#### About this task:
Scan the records for the string "Pierre". State how many lines contain it and add nothing.

#### Records for this task:
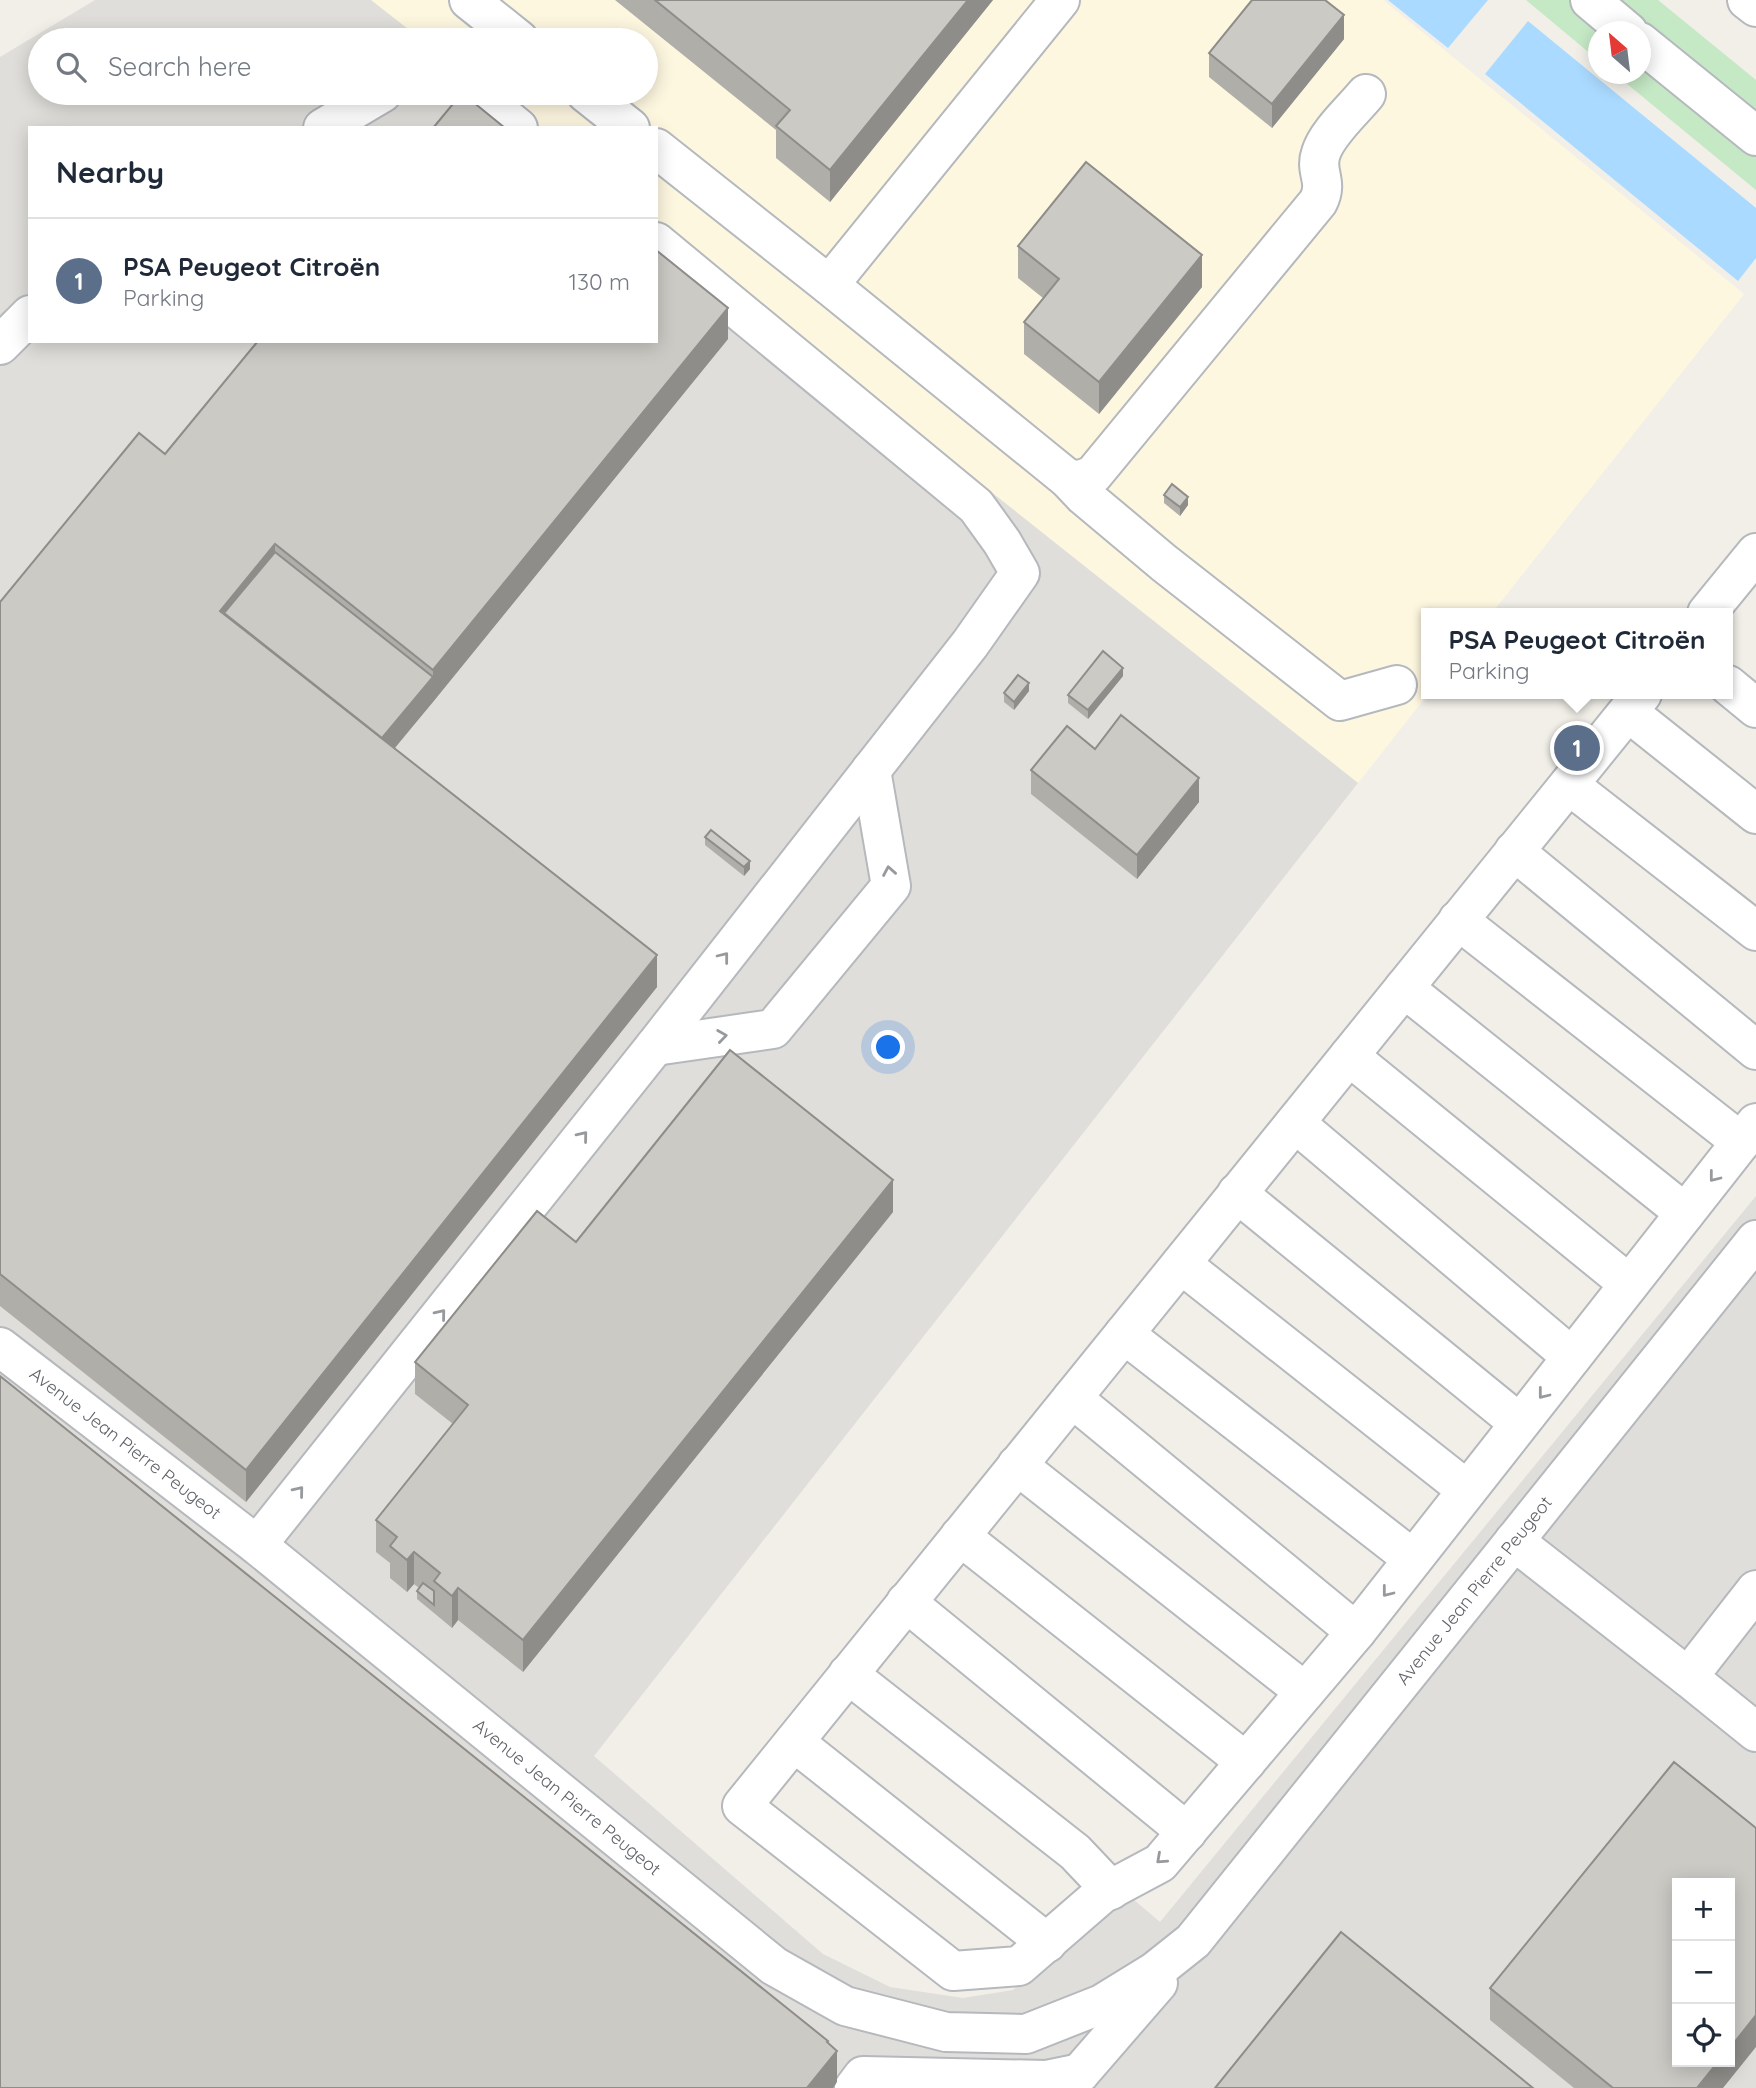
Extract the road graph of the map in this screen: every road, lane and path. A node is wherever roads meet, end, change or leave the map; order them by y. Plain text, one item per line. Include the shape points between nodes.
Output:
1 (1060, 0) edge
2 (1591, 0) edge
3 (1746, 0) edge
4 (484, 4) edge
5 (1756, 8) edge
6 (1615, 21) edge
7 (507, 28) edge
8 (1651, 51) edge
9 (1366, 94) dead end
10 (362, 105) edge
11 (490, 105) edge
12 (601, 105) edge
13 (326, 126) edge
14 (516, 126) edge
15 (627, 126) edge
16 (1756, 136) edge
17 (658, 150) edge
18 (658, 244) edge
19 (829, 285) junction
20 (28, 317) edge
21 (0, 345) edge
22 (1068, 479) junction
23 (1750, 574) edge
24 (1713, 608) edge
25 (1396, 685) dead end
26 (1733, 690) edge
27 (1635, 703) edge
28 (1756, 708) edge
29 (871, 770) junction
30 (1569, 785) junction
31 (1756, 814) edge
32 (1514, 851) junction
33 (1458, 920) junction
34 (1756, 931) edge
35 (1404, 988) junction
36 (655, 1045) junction
37 (1756, 1050) edge
38 (1349, 1056) junction
39 (1295, 1123) junction
40 (1749, 1133) edge
41 (1237, 1193) junction
42 (1685, 1213) junction
43 (1756, 1240) edge
44 (1181, 1264) junction
45 (1629, 1284) junction
46 (1124, 1334) junction
47 (0, 1347) edge
48 (1573, 1357) junction
49 (1072, 1398) junction
50 (1520, 1423) junction
51 (1017, 1465) junction
52 (1467, 1490) junction
53 (960, 1536) junction
54 (1514, 1541) junction
55 (257, 1545) junction
56 (1413, 1559) junction
57 (1756, 1590) edge
58 (906, 1602) junction
59 (1356, 1632) junction
60 (848, 1674) junction
61 (1688, 1677) junction
62 (1305, 1692) junction
63 (1756, 1732) edge
64 (794, 1742) junction
65 (1246, 1762) junction
66 (1187, 1832) junction
67 (1111, 1890) junction
68 (1193, 1941) junction
69 (1047, 1943) junction
70 (1072, 2081) edge
71 (854, 2088) edge

1 - 19 street
2 - 6 street
3 - 5 street
4 - 7 street
8 - 16 street
9 - 22 street via 1320,153 1323,192 1318,202 1093,475
10 - 13 street
11 - 14 street
12 - 15 street
17 - 19 street
18 - 29 street via 976,506 1020,573
19 - 22 street
20 - 21 street
22 - 25 street via 1164,563 1340,701
23 - 24 street
26 - 28 street
27 - 30 street
27 - 31 street
36 -> 29 street
36 -> 29 street via 773,1029 891,886
30 - 32 street
30 - 34 street
32 - 33 street
32 - 37 street
33 - 35 street
33 - 40 street
35 - 38 street
35 - 42 street
55 -> 36 street
38 - 39 street
38 - 45 street
39 - 41 street
39 - 48 street
40 -> 42 street
41 - 44 street
41 - 50 street
42 - 45 street
43 - 54 street, Avenue Jean Pierre Peugeot
44 - 46 street
44 - 52 street
45 - 48 street
46 - 49 street
46 - 56 street
47 - 55 street, Avenue Jean Pierre Peugeot
48 -> 50 street
49 - 51 street
49 - 59 street
50 - 52 street
51 - 53 street
51 - 62 street
52 - 56 street
53 - 58 street
53 - 65 street
54 - 61 street
54 - 68 street, Avenue Jean Pierre Peugeot
55 - 68 street, Avenue Jean Pierre Peugeot via 775,1966 845,2006 946,2032 1026,2034 1101,2004 1154,1972
56 -> 59 street
57 - 61 street
58 - 60 street
58 - 66 street
59 - 62 street
60 - 64 street
60 - 67 street via 1076,1852
61 - 63 street
62 - 65 street
64 - 69 street
64 - 69 street via 741,1806 953,1971 1019,1966
65 - 66 street
66 -> 67 street via 1160,1863
67 - 69 street
68 - 70 street, Avenue Jean Pierre Peugeot
70 - 71 street via 863,2077

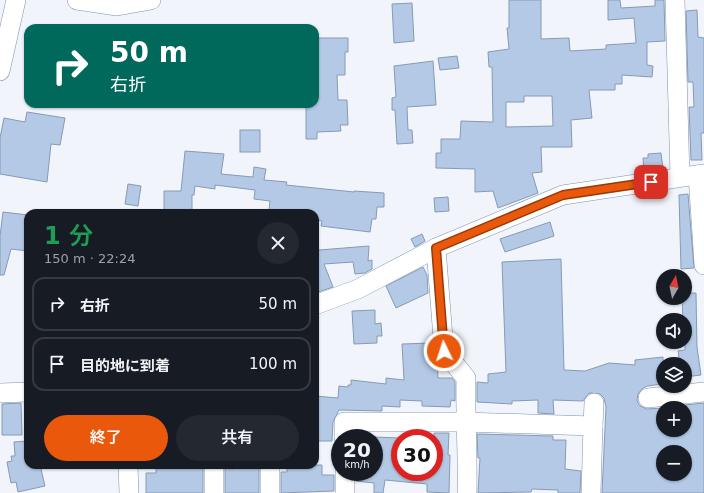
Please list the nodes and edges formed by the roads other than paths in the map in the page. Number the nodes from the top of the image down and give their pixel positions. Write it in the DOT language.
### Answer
graph roads {
  1 [pos="16,0"];
  2 [pos="77,0"];
  3 [pos="151,0"];
  4 [pos="675,0"];
  5 [pos="0,71"];
  6 [pos="694,175"];
  7 [pos="436,248"];
  8 [pos="704,265"];
  9 [pos="319,304"];
  10 [pos="24,392"];
  11 [pos="704,392"];
  12 [pos="0,393"];
  13 [pos="648,398"];
  14 [pos="594,403"];
  15 [pos="465,422"];
  16 [pos="593,426"];
  17 [pos="344,429"];
  18 [pos="128,469"];
  19 [pos="214,469"];
  20 [pos="270,469"];
  21 [pos="345,481"];
  22 [pos="129,493"];
  23 [pos="214,493"];
  24 [pos="270,493"];
  25 [pos="345,493"];
  26 [pos="467,493"];
  27 [pos="591,493"];
  1 -- 5 [label="street"];
  2 -- 3 [label="street"];
  4 -- 6 [label="street"];
  6 -- 7 [label="street"];
  6 -- 8 [label="street"];
  7 -- 9 [label="street"];
  7 -- 15 [label="street"];
  10 -- 12 [label="street"];
  11 -- 13 [label="street"];
  14 -- 16 [label="street"];
  15 -- 16 [label="street"];
  15 -- 17 [label="street"];
  15 -- 26 [label="street"];
  16 -- 27 [label="street"];
  18 -- 22 [label="street"];
  19 -- 23 [label="street"];
  20 -- 24 [label="street"];
  21 -- 25 [label="street"];
}
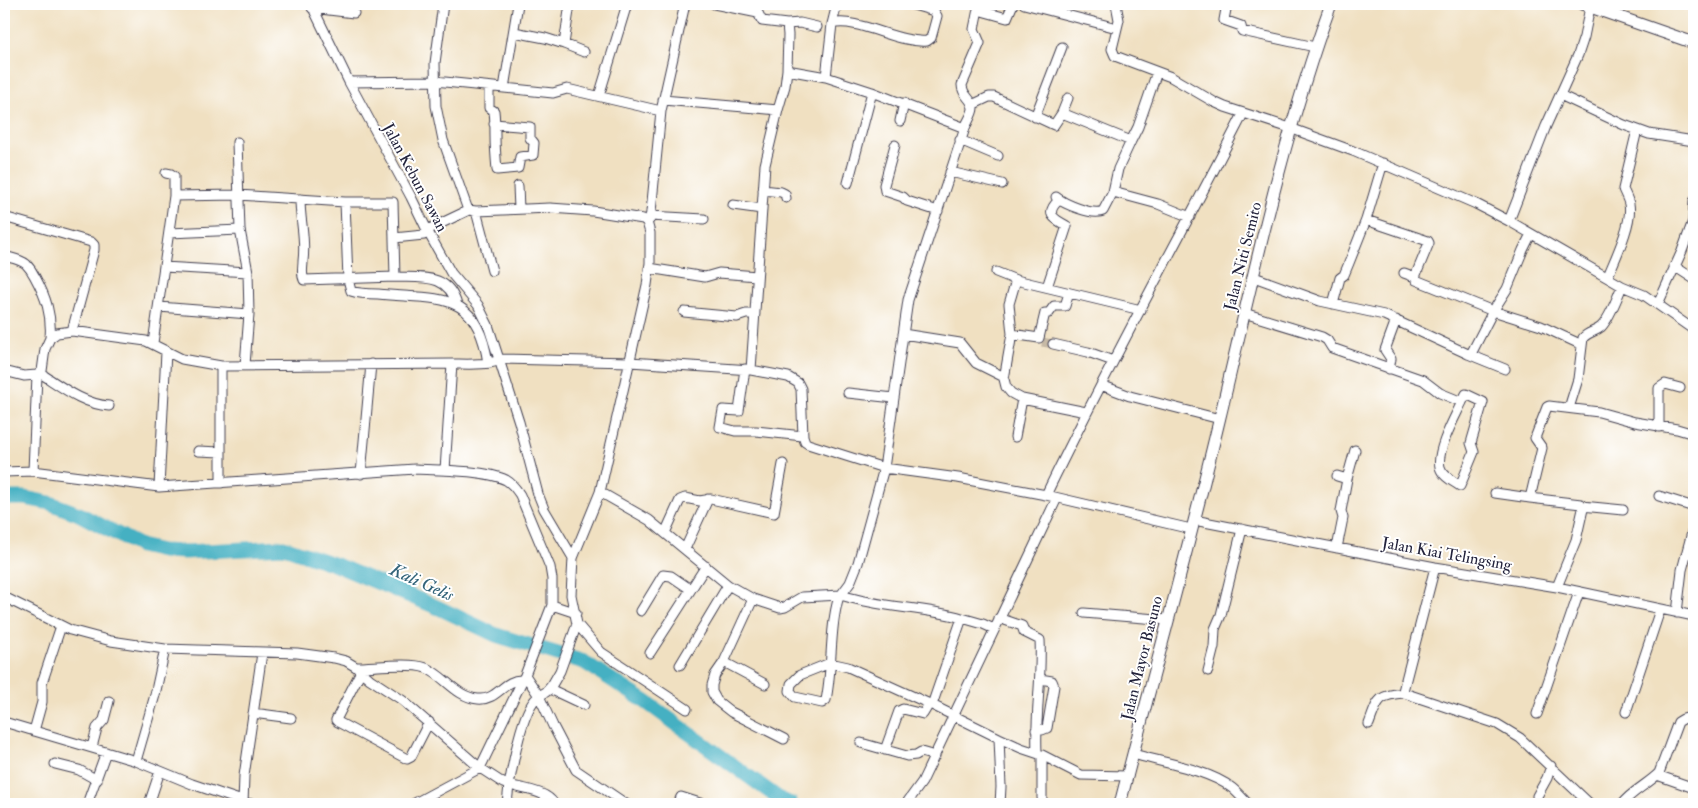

#### Reply to the exercise:
5